風起地的風景很好,尤其是在夜晚之后,城外幾乎沒有什么別的人。
但此時的封游沒有心情欣賞這美麗的風景。
封游木著臉盯著溫迪喝酒。
他只給自己倒了小半杯,剩下的全部都在溫迪手里。
溫迪感受到封游幽怨的神情后,喝酒的動作反而更加高興起來,一杯接一杯,根本沒打算停下來。
清算往事之后,還不到能夠放松下來的時候,封游捧著臉看了一會溫迪,決定還是把在勞倫斯家聽到的事情和溫迪說清楚。
溫迪喝酒的動作一頓“好啊,封游。真沒想到,原來你早就混進勞倫斯家蹭吃蹭喝啦”
“虧我還在街頭酒館賣唱,早知道就裝成你的親戚去投奔你了。”
封游金眸之中透露出幾分得意之色“那沒辦法,我天人之姿。”
“不過你可以裝成落魄了的遠房表親,這樣就能解釋像你這么不正經氣質的人,為什么會是我的親戚了。”
溫迪聽完封游的話,露出一臉嫌棄的表情。
“你可真敢夸啊。”
“不過”溫迪收起表情,神色認真,“勞倫斯家竟然沒有懷疑你嗎”
“以他們的性格來說,應該不會那么輕易就斷定你來自璃月的身份吧”
“嗯。”封游點頭,“他們派出了人去璃月確認我的身份,我也在那人的身份上做了些許手腳,總之,他就算知道了我不是璃月人,也一時半會回來不了。”

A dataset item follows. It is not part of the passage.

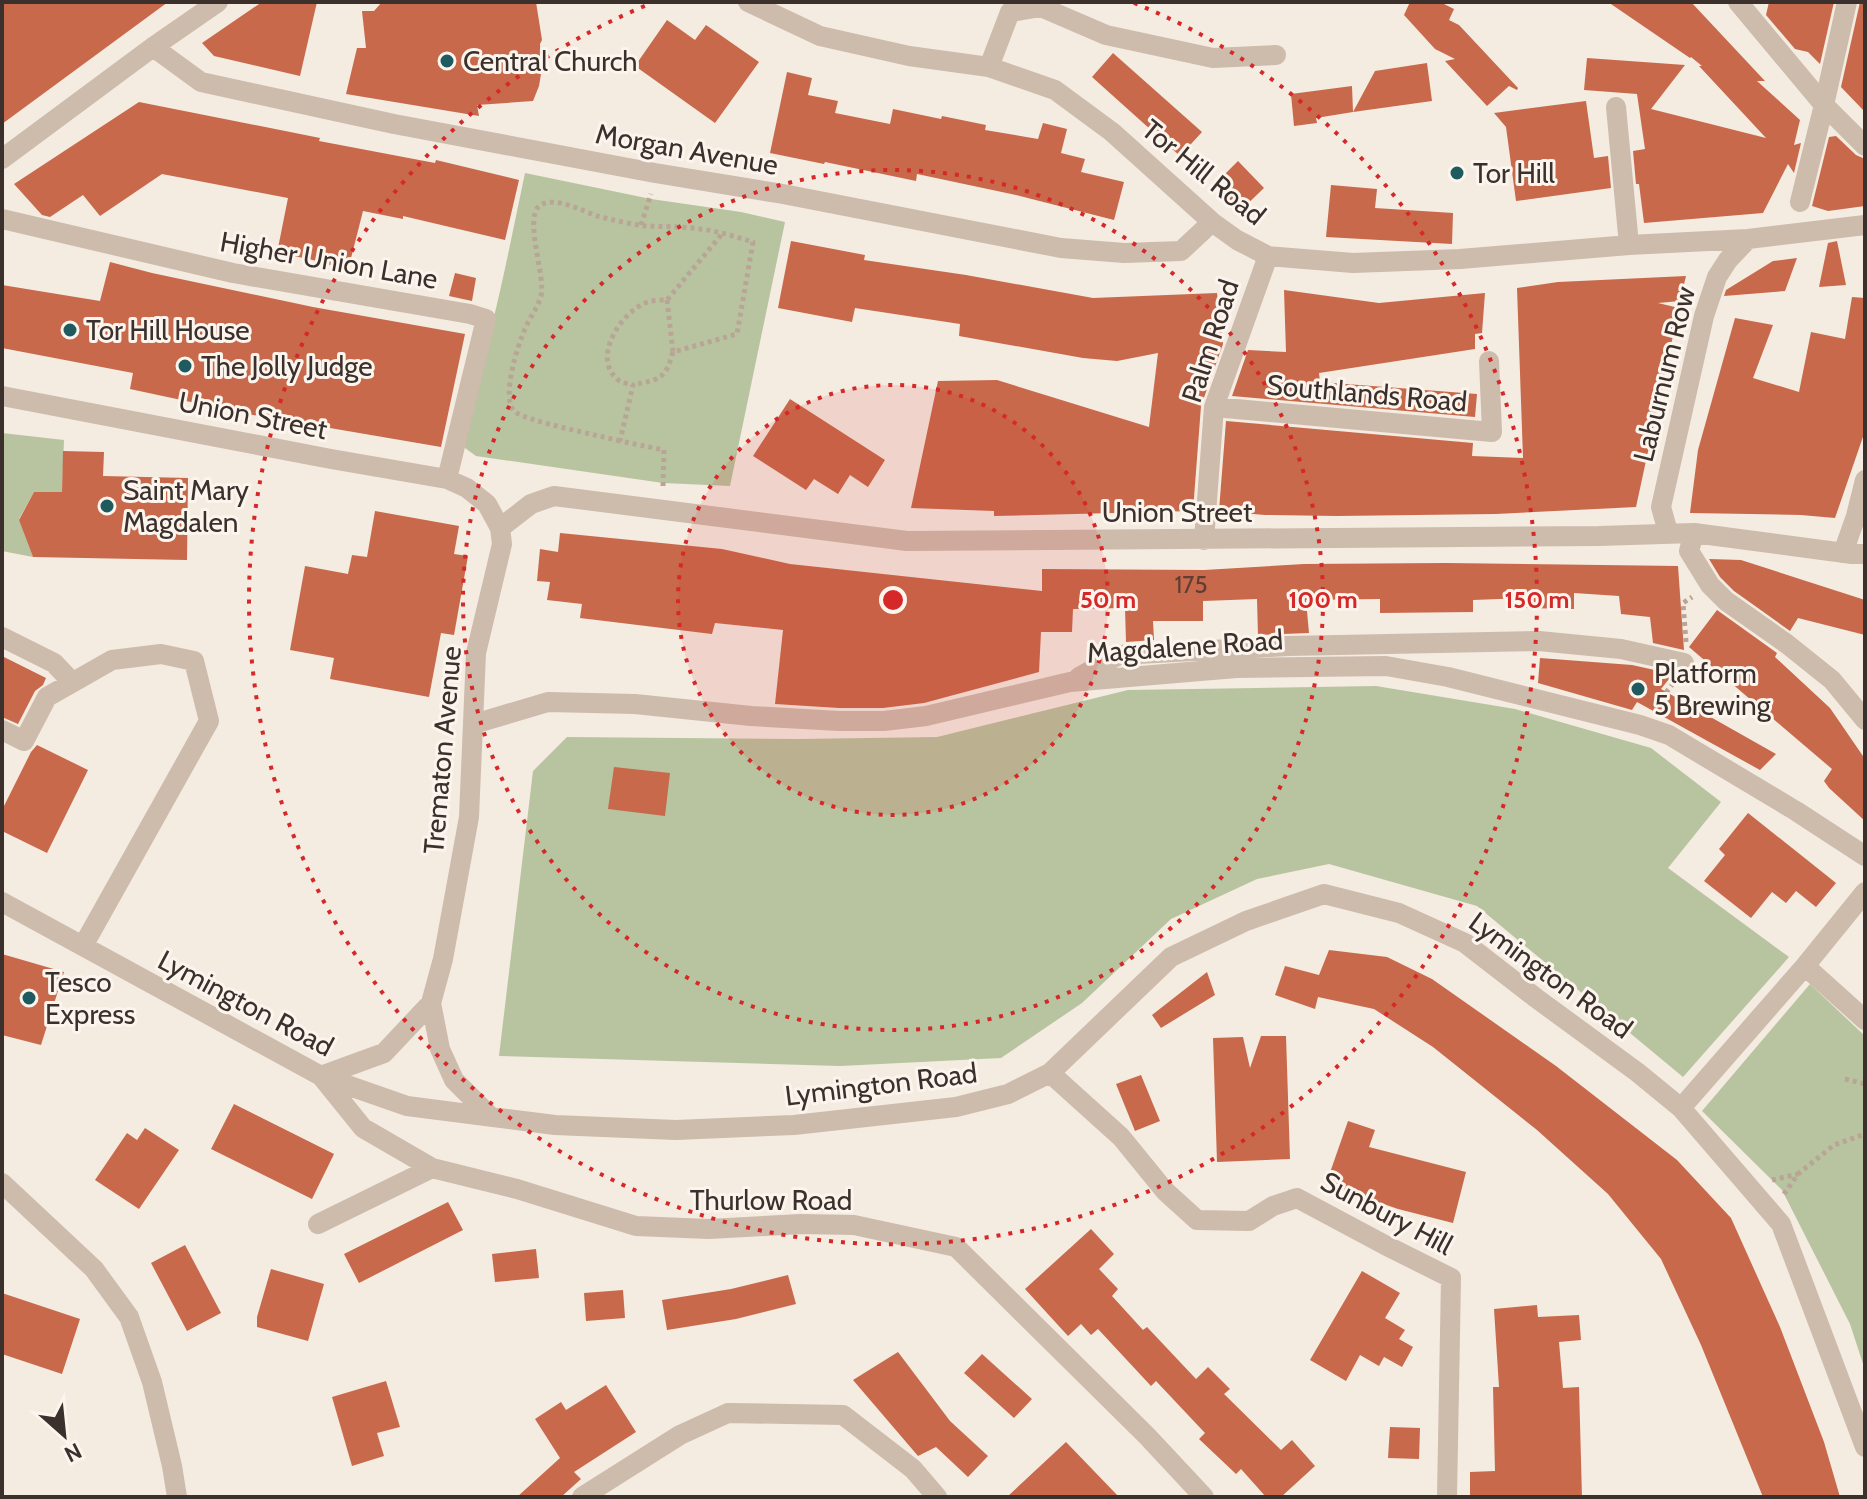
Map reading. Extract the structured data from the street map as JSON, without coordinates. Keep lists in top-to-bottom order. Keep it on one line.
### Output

封游說完之后,又遲疑地補充了一句“如果沒有意外的話。”
就以他對溫迪這人的了解恐怕當時他和摩拉克斯說的那些話,遠遠不止他透露出來的那么簡單吧
想必,一定添加了許多個人色彩極其濃厚的偏見。
所以,要是璃月那邊又出了什么意外,絕對不是他封游的問題
封游話鋒一轉“可是,我倒是認為勞倫斯家可能意識到了些什么。”
千年對普通人來說確實十分長久,這個時間足以讓一個家族覆滅、又可以讓一個家族重新顯現。
但無論如何,蒙德的風神只是沉睡,并不是死亡。
一個擁護風神的家族內部,又怎么會沒有當初高塔孤王時期留下的東西呢
溫迪也跟著封游的思路想了想,隨即很快擺手“害,這個不可能啦。”
“當時你真正的樣子可什么都沒有留下來,放心好了。”
雖然說封游的猜想也挺對的,但是其實當時真正留下來的影像之類的唔,總之和封游想象的樣子非常不同呢。
“再說了,勞倫斯他們家那些掌權的人,也確實沒有什么對風神的敬畏之心了。”溫迪躺在枝干上,神色輕松地看著夜晚的月亮。
“哎,這么說起來,我這個風神當得還真是”
“真是太失敗了”封游揚眉,好奇溫迪到底想說什么。
溫迪正色“當得實在是太成功了”
“真不愧是我,北境蒙德最厲害的神明,巴巴托斯”
封游說的好像,蒙德還有第二個神明一樣。
靠坐在枝干上的吟游詩人語氣懶洋洋的。
“至于溫妮莎那邊的事情嘛放心好了。”
“這個東西嘛難道你以為我會不知道”
“我總不能當著溫妮莎的面告訴她,那些蒙德的貴族嘴里全是謊言,無論明天的對決勝利與否,他們都不會給予到手的奴隸自由吧”
“或者再干脆一點、直接把明天的對決換成不可能勝利的對象”
風中的琴聲若有若無。
“畢竟,在所有
關于英雄的詩篇里,明天都一定是屬于勝利的一天。”
封游把手中的酒杯放了下來,抱起胳膊,揚眉“我還以為你要說畢竟,蒙德城內最偉大的風神回來了。”